This story was updated at 10:41 a.m. EDT.
HOUSTON - Atlantis astronauts ventured
back out to the Hubble Space Telescope on Saturday for their most ambitious
spacewalk yet in an attempt to resurrect the observatory's broken main camera.
It is the third spacewalk in as many
days for Atlantis shuttle astronauts as they work to repair the 19-year-old
Hubble for the final time. But this time, spacewalkers John Grunsfeld and Andrew Feustel will try and fix a camera that
was never designed to be opened in space.
"These repairs ... go well beyond
anything we've ever tried in space before," said Grunsfeld,
an astrophysicist-turned-astronaut making his third trip to Hubble.
The spacewalkers began their work,
which includes adding a new $88
million spectrograph to Hubble, at 9:35 a.m. EDT (1335 GMT) as they flew
350 miles (563 km) above the central Indian Ocean.
"Welcome back out, Drew," Grunsfeld, a veteran spacewalker, told Feustel, who is on
his second spacewalk.
Atlantis' 11-day mission is NASA's
fifth and final service call on Hubble and includes five back-to-back
spacewalks to extend the telescope's lifetime through 2014.
Restoring Hubble's vision
The camera at the heart of today's
spacewalk is Hubble's Advanced Camera for Surveys. It was installed in 2002 but
suffered a debilitating electronics failure in 2007 that left all but one data
channel offline. At the time, it was Hubble's most-used camera and had taken
some of the space telescope's most breathtaking images, including the Hubble
Ultra Deep Field that caught nearly 10,000 galaxies in one snapshot.
It needs an unprecedented
repair - one that requires astronauts to dig deep inside the camera and
tinker with its inner workings - and there's no guarantee of success, Hubble
scientists have said. There may not even be enough time in the 6 1/2-hour
spacewalk to finish it, but the astronauts are determined to try.
"John Grunsfeld
has trained within an inch of his life to do this," Dave Leckrone,
Hubble's senior project scientist, told reporters here at Johnson Space Center
late Friday. "There's no way you're going to be able to get him back in. He's going to
finish this."
The last two spacewalks by Atlantis
astronauts have hit unexpected glitches that led them to run long. Mission
Control gave the astronauts extra time to sleep in today to make sure they were
rested. Leckrone said the fact that this is Hubble's first
service call since 2002 may have something to do with it.
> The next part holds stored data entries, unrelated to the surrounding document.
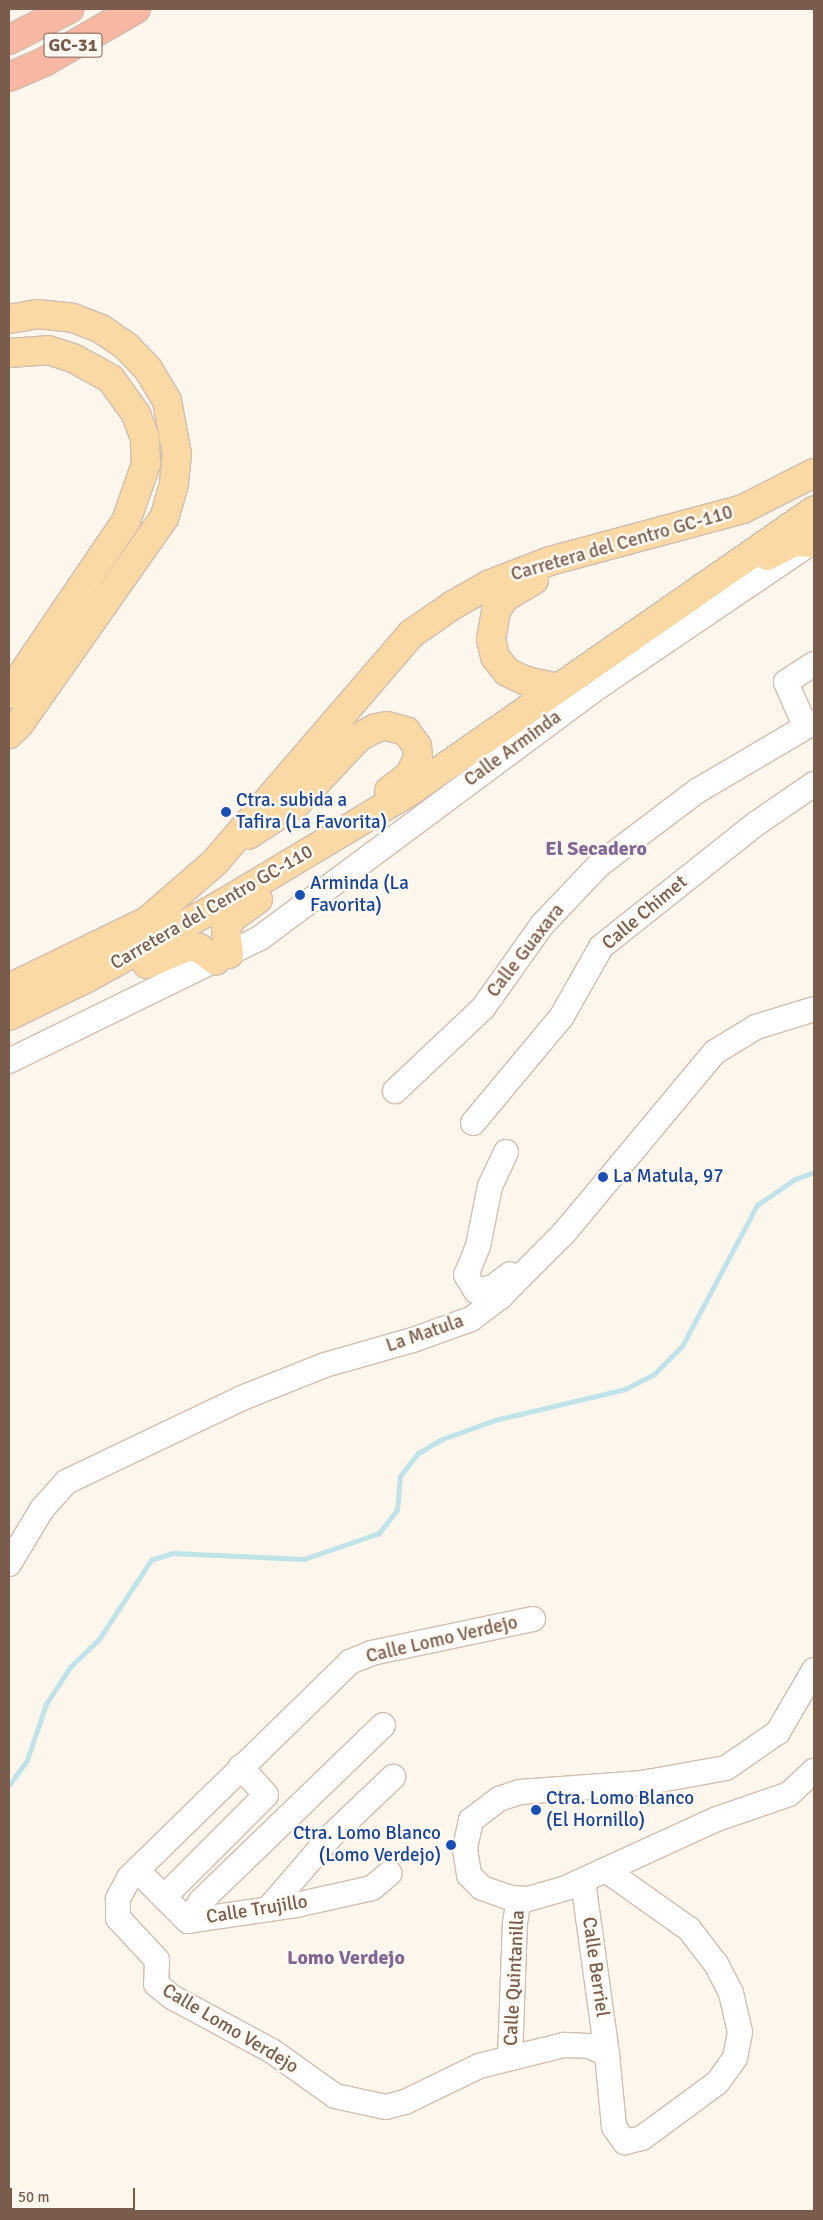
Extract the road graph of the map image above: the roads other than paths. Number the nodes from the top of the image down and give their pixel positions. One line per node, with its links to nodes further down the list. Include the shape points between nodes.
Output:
1 (69, 9): 3 (highway, GC-31)
2 (136, 9): 4 (highway, GC-31, via 44,62)
3 (9, 40)
4 (9, 77)
5 (9, 319): 16 (main road, via 37,314 73,318 101,329 126,346 148,369 167,401 177,454 174,484 164,518 20,723)
6 (9, 353): 14 (main road, via 48,350 73,358 111,379 136,414 145,439 146,464 126,521)
7 (814, 473): 10 (main road, Carretera del Centro GC-110, via 743,509)
8 (814, 511): 11 (main road)
9 (814, 534): 11 (main road, via 777,549 723,587); 20 (street, Calle Arminda, via 518,745 313,902 260,938)
10 (601, 548): 13 (main road, via 527,583 504,598 494,618 491,639 495,657 507,672 526,681); 18 (main road, Carretera del Centro GC-110, via 550,561 490,584 412,634)
11 (609, 654): 13 (main road, Carretera del Centro GC-110)
12 (814, 664): 15 (street, via 786,682)
13 (558, 688): 19 (main road, Carretera del Centro GC-110, via 408,792)
14 (9, 694)
15 (809, 724): 26 (street, Calle Guaxara, via 697,791 599,865 542,925 483,1008)
16 (9, 734)
17 (814, 784): 27 (street, Calle Chimet, via 757,823 601,948 562,1016)
18 (221, 855): 19 (main road, via 297,803 359,738 387,726 406,731 417,746 418,757 410,775); 22 (main road, Carretera del Centro GC-110, via 147,921)
19 (299, 858): 20 (main road, via 257,900 232,918 226,929); 21 (main road, Carretera del Centro GC-110)
20 (223, 958): 21 (main road, via 199,948 187,947 125,973); 25 (street, Calle Arminda)
21 (88, 978): 24 (main road, Carretera del Centro GC-110)
22 (9, 988)
23 (814, 1010): 29 (street, La Matula, via 756,1026 715,1052)
24 (9, 1016)
25 (9, 1061)
26 (396, 1091)
27 (473, 1123)
28 (506, 1152): 29 (street, via 490,1186 478,1246 466,1275 476,1291 493,1287)
29 (564, 1233): 30 (street, La Matula, via 502,1296 470,1319 414,1340 325,1365 242,1398 66,1482 42,1509)
30 (9, 1564)
31 (534, 1619): 34 (street, Calle Lomo Verdejo, via 372,1653 350,1662)
32 (814, 1670): 42 (street, via 778,1732 726,1768 643,1782 520,1792 500,1799 471,1820 465,1849 469,1875 482,1888)
33 (384, 1725): 44 (street, via 201,1902)
34 (241, 1767): 37 (street, Calle Lomo Verdejo); 41 (street, via 266,1795)
35 (814, 1771): 38 (street, via 789,1794 717,1819)
36 (393, 1777): 43 (street, via 330,1836)
37 (137, 1870): 41 (street, Calle Trujillo); 46 (street, Calle Lomo Verdejo, via 118,1899 118,1918 157,1960 156,1984 172,1998 272,2051 335,2096 386,2107 405,2102 479,2066)
38 (607, 1871): 40 (street); 45 (street, via 689,1930 716,1964 731,1993 740,2032 735,2058 717,2083 642,2138 625,2142 614,2127)
39 (390, 1873): 43 (street, Calle Trujillo, via 372,1888)
40 (583, 1881): 42 (street); 45 (street, Calle Berriel)
41 (164, 1897): 44 (street, Calle Trujillo)
42 (519, 1899): 46 (street, Calle Quintanilla, via 515,1923)
43 (268, 1909): 44 (street, Calle Trujillo)
44 (188, 1921)
45 (607, 2054): 46 (street, Calle Lomo Verdejo, via 589,2046 564,2045)
46 (510, 2058)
"My theory is that after seven years
of not having people around, Hubble has lost its accommodation for people,"
said Leckrone. "It's gone
wild again, so we have to tame it. And that will happen, I'm
sure."
A tricky task
But fixing Hubble's broken main
camera is no easy task. The electrical short that killed its main instruments
in 2007 occurred in a backup system that Hubble was using because an earlier
glitch had already shut down the primary side.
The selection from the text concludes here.